Start of Block

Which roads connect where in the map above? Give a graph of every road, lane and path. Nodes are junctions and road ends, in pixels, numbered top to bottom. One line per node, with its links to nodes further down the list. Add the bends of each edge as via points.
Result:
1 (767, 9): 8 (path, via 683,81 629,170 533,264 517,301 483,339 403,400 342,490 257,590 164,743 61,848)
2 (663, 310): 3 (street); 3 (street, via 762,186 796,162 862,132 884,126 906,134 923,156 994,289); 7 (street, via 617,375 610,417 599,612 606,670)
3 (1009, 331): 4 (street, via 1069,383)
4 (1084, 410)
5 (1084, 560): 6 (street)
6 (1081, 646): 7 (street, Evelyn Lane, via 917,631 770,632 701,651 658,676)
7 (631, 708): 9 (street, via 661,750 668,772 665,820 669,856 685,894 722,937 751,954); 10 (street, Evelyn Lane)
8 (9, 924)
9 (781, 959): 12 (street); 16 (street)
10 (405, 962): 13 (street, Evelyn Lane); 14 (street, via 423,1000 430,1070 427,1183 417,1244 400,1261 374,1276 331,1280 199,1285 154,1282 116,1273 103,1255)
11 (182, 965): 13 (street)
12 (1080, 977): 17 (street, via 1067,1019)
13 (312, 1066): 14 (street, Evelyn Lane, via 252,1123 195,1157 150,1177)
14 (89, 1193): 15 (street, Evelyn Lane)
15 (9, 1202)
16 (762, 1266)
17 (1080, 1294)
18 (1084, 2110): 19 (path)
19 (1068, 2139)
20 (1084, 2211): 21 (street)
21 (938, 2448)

End of Block

TRY IT. Word for word, repeat every line of the data.

EXERCISE RESPONSE.
Which roads connect where in the map above? Give a graph of every road, lane and path. Nodes are junctions and road ends, in pixels, numbered top to bottom. One line per node, with its links to nodes further down the list. Add the bends of each edge as via points.
Result:
1 (767, 9): 8 (path, via 683,81 629,170 533,264 517,301 483,339 403,400 342,490 257,590 164,743 61,848)
2 (663, 310): 3 (street); 3 (street, via 762,186 796,162 862,132 884,126 906,134 923,156 994,289); 7 (street, via 617,375 610,417 599,612 606,670)
3 (1009, 331): 4 (street, via 1069,383)
4 (1084, 410)
5 (1084, 560): 6 (street)
6 (1081, 646): 7 (street, Evelyn Lane, via 917,631 770,632 701,651 658,676)
7 (631, 708): 9 (street, via 661,750 668,772 665,820 669,856 685,894 722,937 751,954); 10 (street, Evelyn Lane)
8 (9, 924)
9 (781, 959): 12 (street); 16 (street)
10 (405, 962): 13 (street, Evelyn Lane); 14 (street, via 423,1000 430,1070 427,1183 417,1244 400,1261 374,1276 331,1280 199,1285 154,1282 116,1273 103,1255)
11 (182, 965): 13 (street)
12 (1080, 977): 17 (street, via 1067,1019)
13 (312, 1066): 14 (street, Evelyn Lane, via 252,1123 195,1157 150,1177)
14 (89, 1193): 15 (street, Evelyn Lane)
15 (9, 1202)
16 (762, 1266)
17 (1080, 1294)
18 (1084, 2110): 19 (path)
19 (1068, 2139)
20 (1084, 2211): 21 (street)
21 (938, 2448)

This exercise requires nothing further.